▶ _LISTED RECORDS_

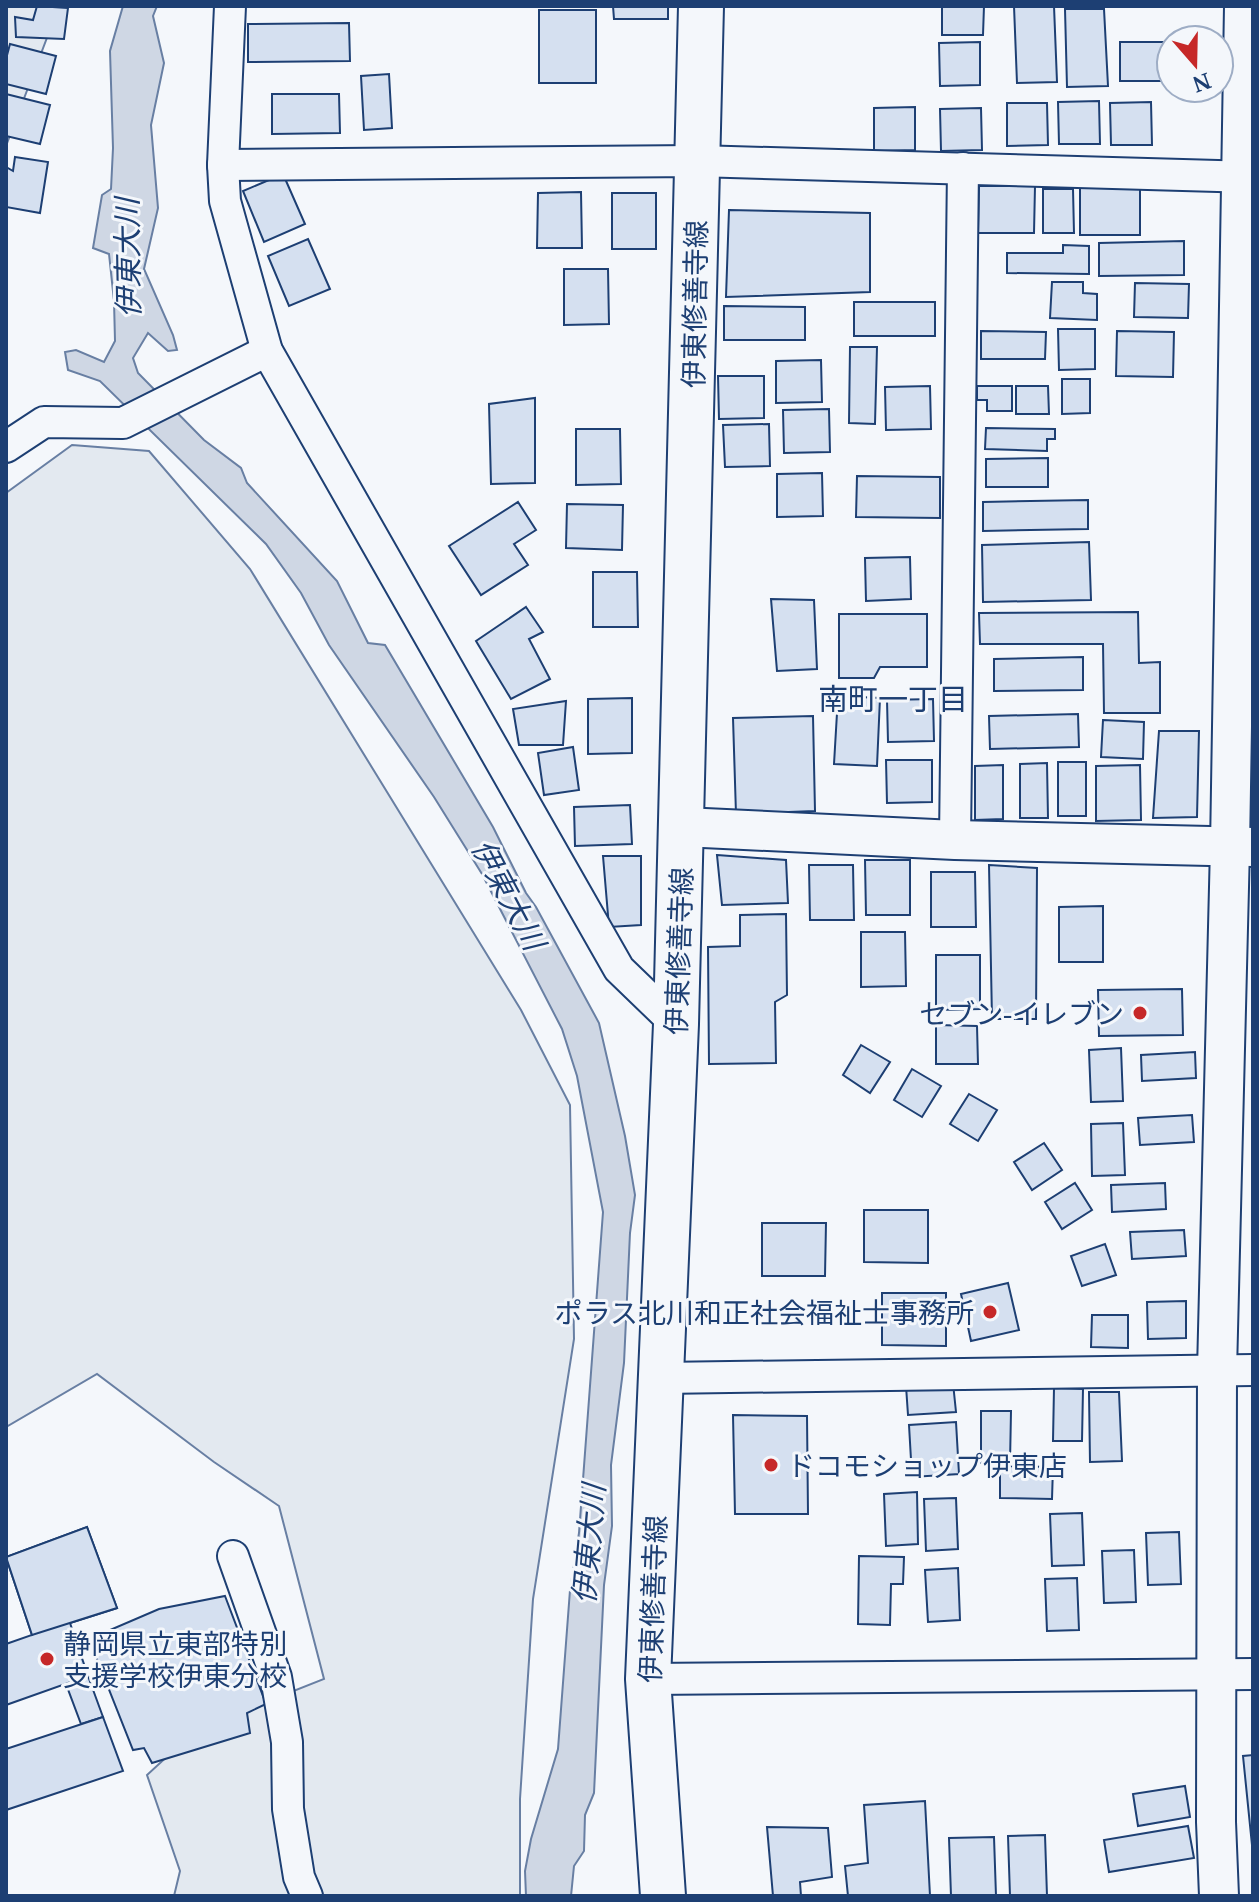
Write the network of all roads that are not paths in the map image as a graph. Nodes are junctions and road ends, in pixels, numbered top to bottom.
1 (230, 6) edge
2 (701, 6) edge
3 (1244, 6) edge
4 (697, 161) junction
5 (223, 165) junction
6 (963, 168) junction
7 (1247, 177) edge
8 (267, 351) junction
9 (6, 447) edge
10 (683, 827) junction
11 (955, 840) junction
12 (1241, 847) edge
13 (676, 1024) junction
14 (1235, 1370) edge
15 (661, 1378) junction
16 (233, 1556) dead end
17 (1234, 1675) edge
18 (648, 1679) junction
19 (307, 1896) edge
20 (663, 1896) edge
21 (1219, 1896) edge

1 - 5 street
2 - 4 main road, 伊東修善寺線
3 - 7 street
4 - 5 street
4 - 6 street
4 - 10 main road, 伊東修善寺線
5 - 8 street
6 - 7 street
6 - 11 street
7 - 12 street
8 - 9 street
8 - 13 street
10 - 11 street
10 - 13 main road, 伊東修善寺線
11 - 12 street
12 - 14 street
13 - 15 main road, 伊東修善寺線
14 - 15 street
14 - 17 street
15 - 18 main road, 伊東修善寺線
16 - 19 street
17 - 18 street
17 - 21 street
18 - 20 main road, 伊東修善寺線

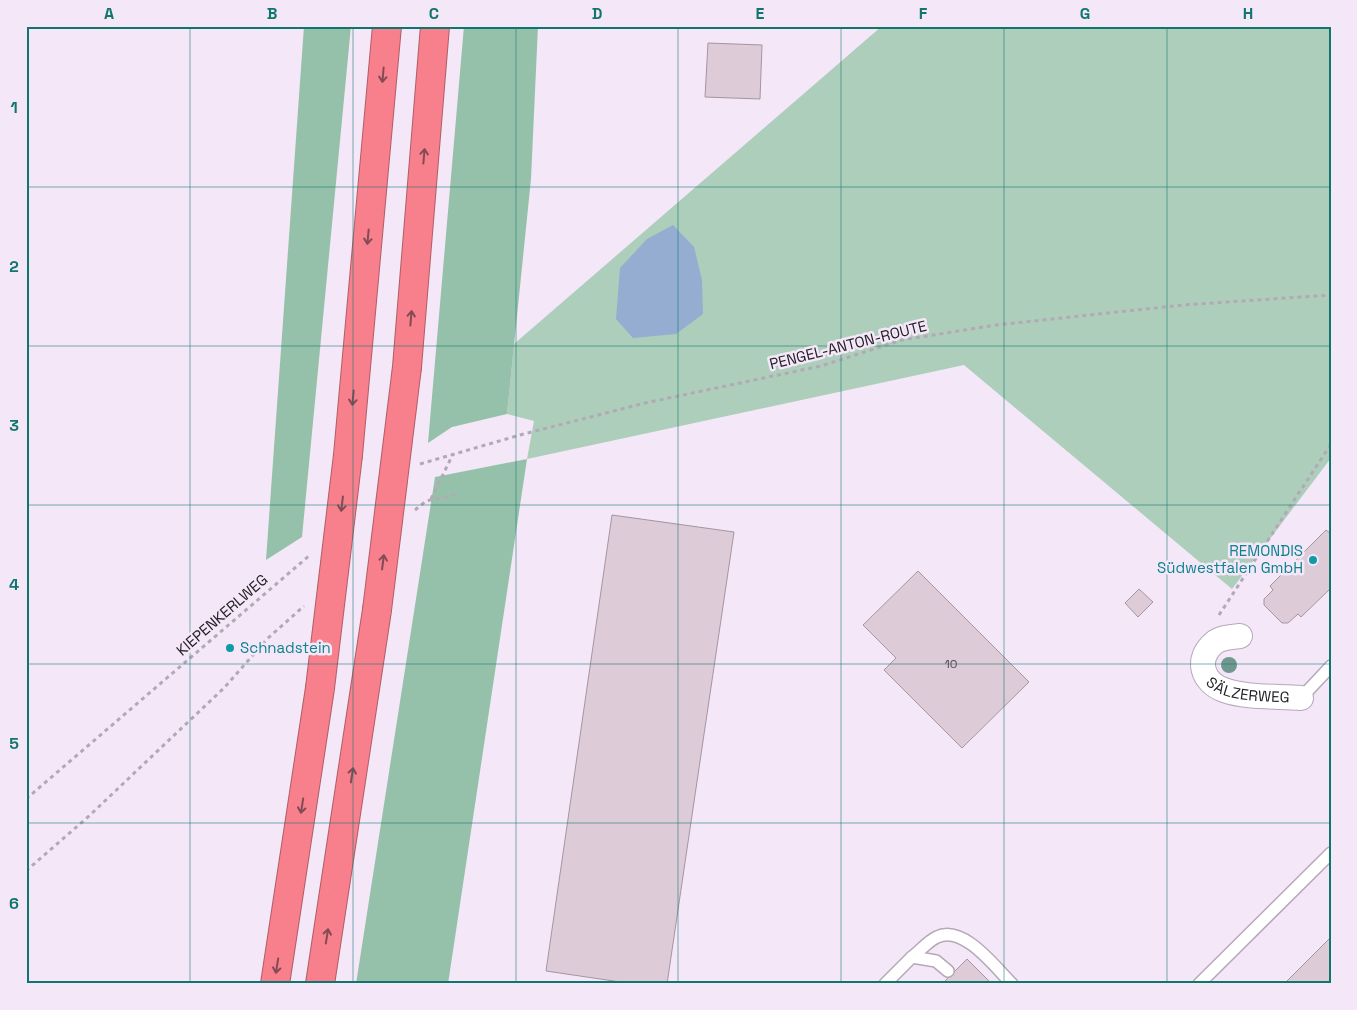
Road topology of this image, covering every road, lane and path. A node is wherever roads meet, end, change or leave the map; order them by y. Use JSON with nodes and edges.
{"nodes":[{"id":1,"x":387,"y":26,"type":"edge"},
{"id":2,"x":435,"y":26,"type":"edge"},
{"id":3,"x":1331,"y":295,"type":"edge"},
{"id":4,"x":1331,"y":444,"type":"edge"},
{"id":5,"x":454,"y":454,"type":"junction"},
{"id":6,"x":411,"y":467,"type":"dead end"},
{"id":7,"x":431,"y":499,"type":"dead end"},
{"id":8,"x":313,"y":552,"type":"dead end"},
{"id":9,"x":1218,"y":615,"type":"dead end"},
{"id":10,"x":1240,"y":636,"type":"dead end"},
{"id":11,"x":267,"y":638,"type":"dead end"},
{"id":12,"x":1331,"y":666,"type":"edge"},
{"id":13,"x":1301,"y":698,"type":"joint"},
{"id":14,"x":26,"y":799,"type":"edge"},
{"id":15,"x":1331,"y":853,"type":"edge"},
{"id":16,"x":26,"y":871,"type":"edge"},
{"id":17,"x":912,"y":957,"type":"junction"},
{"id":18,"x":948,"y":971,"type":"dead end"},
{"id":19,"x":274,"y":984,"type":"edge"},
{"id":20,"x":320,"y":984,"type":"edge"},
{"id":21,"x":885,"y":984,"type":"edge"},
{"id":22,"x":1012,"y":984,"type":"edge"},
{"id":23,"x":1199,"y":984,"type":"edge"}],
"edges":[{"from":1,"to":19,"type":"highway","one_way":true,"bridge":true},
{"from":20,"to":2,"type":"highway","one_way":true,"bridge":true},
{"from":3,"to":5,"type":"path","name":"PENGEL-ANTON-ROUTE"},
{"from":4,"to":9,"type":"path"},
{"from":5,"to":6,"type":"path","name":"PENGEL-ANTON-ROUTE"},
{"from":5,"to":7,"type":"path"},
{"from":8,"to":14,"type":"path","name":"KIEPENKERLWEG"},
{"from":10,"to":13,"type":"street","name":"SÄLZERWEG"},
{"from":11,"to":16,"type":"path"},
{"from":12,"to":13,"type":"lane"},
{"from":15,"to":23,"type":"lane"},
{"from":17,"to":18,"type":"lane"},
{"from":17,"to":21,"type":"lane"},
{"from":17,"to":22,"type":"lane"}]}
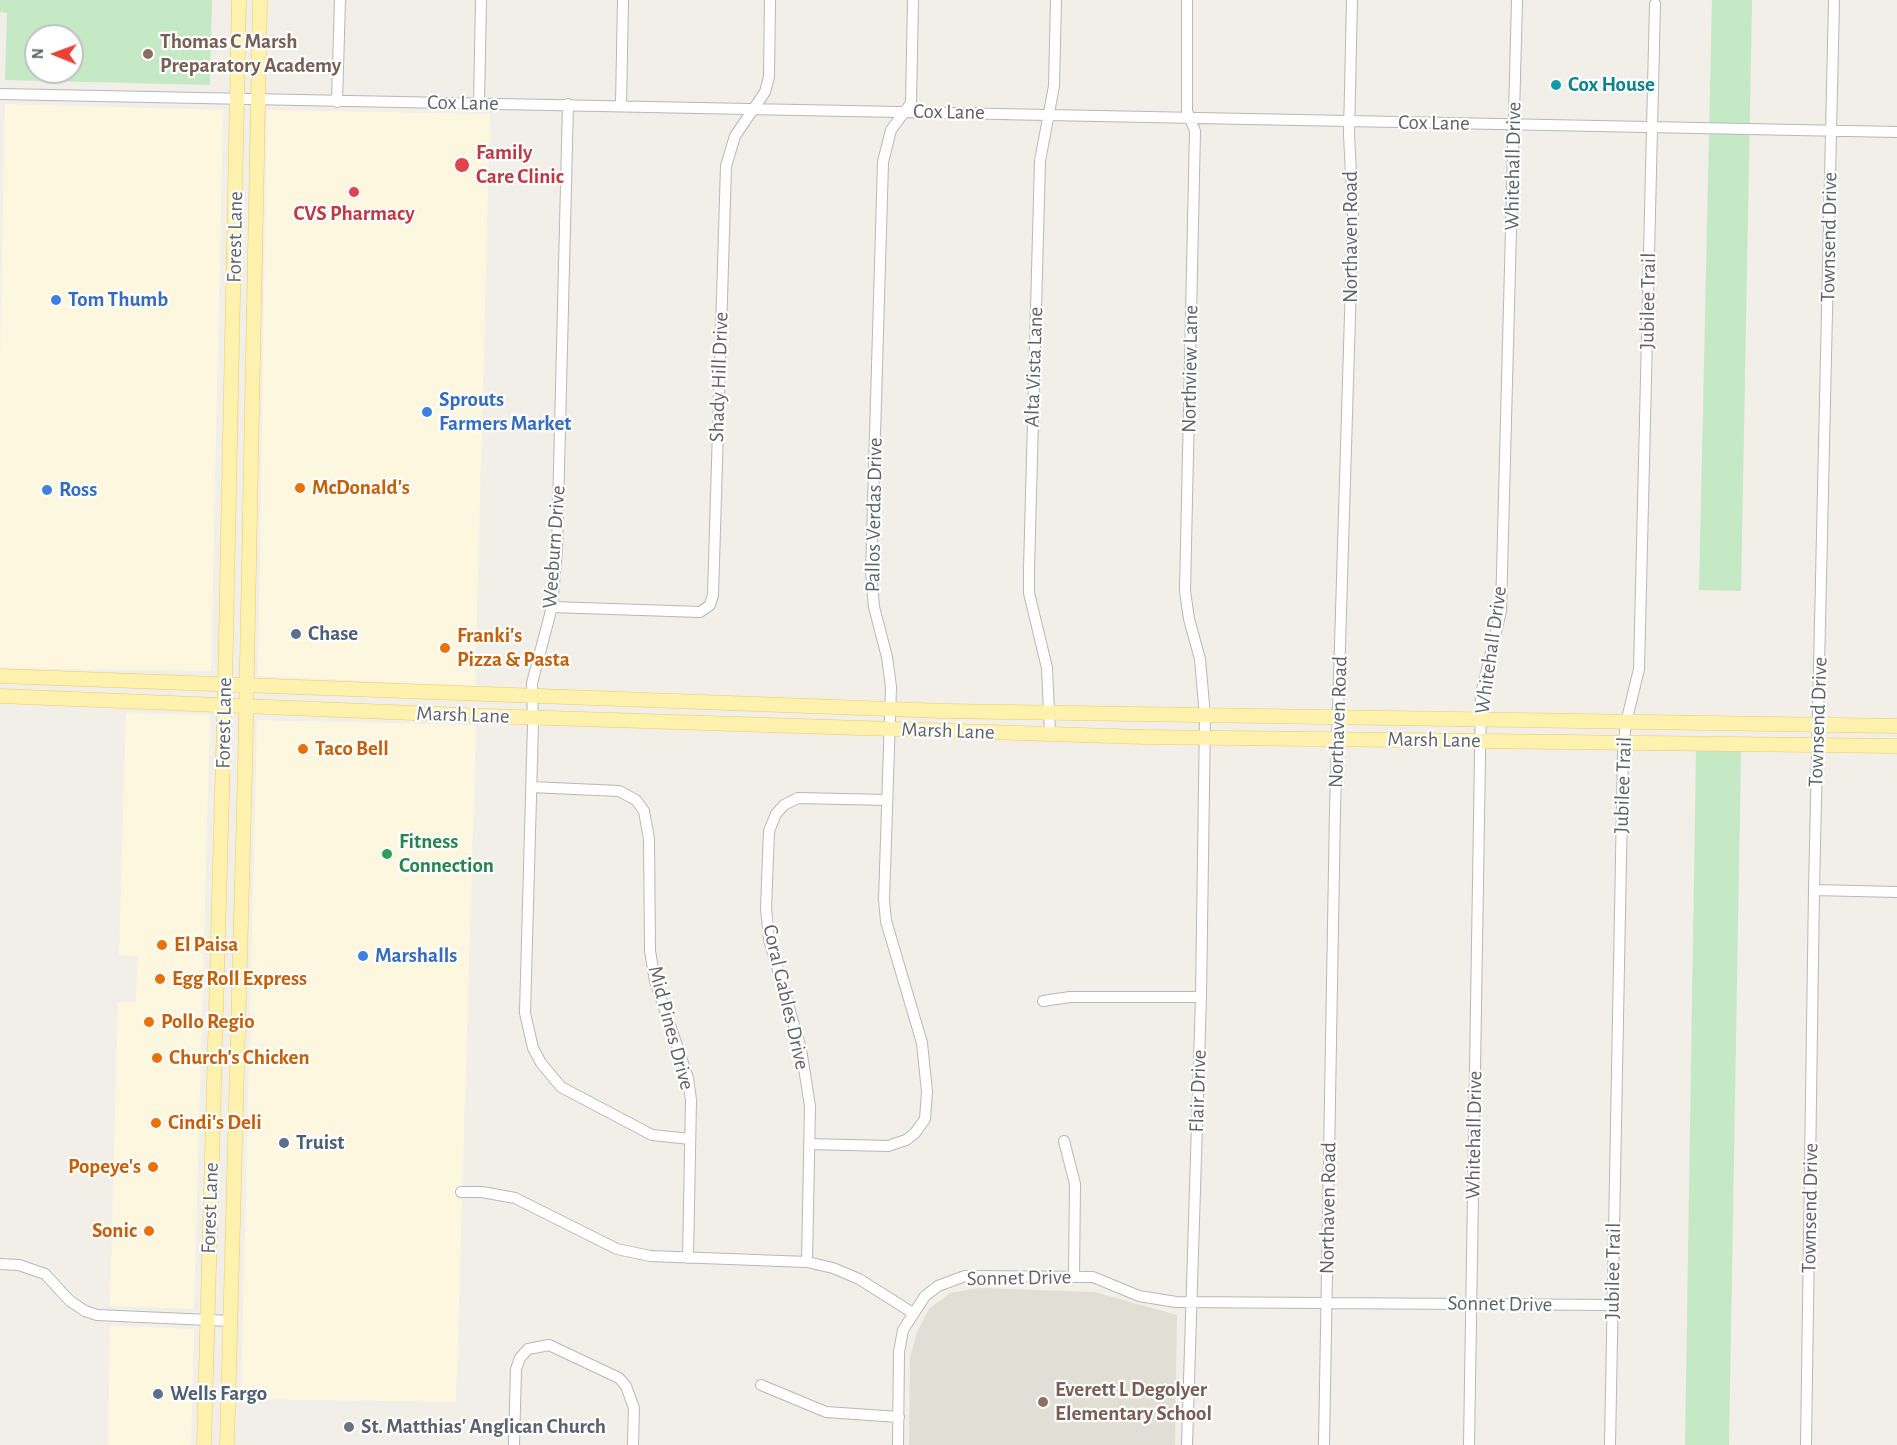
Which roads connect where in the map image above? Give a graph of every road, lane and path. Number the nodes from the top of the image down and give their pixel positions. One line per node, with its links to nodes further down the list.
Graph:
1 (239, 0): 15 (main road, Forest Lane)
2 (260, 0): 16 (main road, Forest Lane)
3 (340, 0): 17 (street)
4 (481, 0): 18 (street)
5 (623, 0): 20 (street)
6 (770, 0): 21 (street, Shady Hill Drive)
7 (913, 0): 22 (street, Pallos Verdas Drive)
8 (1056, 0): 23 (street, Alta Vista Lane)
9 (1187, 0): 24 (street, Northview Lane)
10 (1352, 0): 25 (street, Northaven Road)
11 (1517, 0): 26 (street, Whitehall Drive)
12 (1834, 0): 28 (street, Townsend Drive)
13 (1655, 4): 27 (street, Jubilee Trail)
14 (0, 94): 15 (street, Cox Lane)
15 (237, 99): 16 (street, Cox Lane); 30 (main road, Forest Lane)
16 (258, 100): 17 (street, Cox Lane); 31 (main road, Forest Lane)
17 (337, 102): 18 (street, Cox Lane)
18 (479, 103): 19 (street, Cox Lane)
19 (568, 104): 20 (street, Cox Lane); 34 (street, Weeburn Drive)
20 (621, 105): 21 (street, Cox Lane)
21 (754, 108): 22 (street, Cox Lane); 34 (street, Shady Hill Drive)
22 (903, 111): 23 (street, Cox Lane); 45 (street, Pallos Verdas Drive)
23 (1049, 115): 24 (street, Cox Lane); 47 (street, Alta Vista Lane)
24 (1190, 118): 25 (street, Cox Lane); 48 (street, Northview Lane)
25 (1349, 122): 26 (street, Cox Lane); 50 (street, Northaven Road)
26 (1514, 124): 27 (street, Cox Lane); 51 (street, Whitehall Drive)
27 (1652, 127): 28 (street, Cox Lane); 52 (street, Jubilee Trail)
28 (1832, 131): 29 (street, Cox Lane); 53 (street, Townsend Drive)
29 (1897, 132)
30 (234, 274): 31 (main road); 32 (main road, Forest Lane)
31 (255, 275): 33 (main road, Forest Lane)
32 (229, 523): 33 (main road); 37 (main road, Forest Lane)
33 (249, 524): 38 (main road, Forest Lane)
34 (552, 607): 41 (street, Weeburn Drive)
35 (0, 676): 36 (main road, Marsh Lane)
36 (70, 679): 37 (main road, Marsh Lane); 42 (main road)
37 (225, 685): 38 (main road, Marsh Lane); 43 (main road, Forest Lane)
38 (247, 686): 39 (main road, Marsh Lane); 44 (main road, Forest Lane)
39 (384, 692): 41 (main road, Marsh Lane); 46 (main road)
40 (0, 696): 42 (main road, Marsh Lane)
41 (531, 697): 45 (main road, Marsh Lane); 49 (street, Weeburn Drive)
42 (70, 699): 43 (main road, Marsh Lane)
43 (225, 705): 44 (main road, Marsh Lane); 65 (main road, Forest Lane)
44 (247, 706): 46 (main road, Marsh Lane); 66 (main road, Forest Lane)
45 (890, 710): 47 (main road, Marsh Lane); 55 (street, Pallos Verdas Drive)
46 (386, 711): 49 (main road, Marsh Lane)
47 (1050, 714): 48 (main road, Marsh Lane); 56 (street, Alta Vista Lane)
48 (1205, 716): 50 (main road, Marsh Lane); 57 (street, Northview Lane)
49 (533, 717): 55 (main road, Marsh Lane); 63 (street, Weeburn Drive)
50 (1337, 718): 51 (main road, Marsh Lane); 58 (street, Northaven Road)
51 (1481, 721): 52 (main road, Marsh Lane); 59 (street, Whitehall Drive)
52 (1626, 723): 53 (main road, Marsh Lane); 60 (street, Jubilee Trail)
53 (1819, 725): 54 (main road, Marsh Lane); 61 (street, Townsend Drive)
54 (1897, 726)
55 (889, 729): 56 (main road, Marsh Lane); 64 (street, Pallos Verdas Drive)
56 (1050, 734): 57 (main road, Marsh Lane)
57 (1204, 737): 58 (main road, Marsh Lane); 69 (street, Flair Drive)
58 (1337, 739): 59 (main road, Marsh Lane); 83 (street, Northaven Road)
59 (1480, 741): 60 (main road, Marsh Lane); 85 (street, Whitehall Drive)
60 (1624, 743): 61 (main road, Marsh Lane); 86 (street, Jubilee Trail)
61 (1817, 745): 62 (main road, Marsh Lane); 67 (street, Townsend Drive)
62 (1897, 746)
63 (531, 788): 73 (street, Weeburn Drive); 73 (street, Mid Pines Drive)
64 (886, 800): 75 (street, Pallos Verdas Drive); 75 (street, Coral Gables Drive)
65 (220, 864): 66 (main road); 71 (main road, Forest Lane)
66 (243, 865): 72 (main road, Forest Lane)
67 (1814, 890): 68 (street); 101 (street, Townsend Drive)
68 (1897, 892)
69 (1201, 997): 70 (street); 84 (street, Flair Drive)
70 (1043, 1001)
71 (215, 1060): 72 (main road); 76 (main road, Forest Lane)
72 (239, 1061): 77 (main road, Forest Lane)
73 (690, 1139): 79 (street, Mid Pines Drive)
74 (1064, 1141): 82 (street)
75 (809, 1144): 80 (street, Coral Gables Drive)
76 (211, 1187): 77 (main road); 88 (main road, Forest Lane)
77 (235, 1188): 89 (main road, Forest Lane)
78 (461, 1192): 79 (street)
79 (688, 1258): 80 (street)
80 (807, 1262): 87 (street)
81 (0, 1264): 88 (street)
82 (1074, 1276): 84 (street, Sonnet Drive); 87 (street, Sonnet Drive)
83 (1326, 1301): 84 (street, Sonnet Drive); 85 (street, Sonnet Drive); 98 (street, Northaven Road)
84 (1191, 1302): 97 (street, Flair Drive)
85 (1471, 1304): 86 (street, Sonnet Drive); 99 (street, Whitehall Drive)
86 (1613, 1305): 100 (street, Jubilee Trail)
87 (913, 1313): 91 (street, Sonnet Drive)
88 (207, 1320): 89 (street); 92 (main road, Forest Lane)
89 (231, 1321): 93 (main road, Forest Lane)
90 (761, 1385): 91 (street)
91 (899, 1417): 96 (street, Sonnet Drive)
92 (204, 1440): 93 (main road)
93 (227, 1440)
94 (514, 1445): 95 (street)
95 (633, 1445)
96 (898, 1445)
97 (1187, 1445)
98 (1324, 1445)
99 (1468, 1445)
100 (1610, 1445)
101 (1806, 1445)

▶ _WHAT THE TASK REQUIRES_
Pick out each line above that includes "Trail" and show it.

▶ _RESULT FOR THIS EXERCISE_
13 (1655, 4): 27 (street, Jubilee Trail)
27 (1652, 127): 28 (street, Cox Lane); 52 (street, Jubilee Trail)
52 (1626, 723): 53 (main road, Marsh Lane); 60 (street, Jubilee Trail)
60 (1624, 743): 61 (main road, Marsh Lane); 86 (street, Jubilee Trail)
86 (1613, 1305): 100 (street, Jubilee Trail)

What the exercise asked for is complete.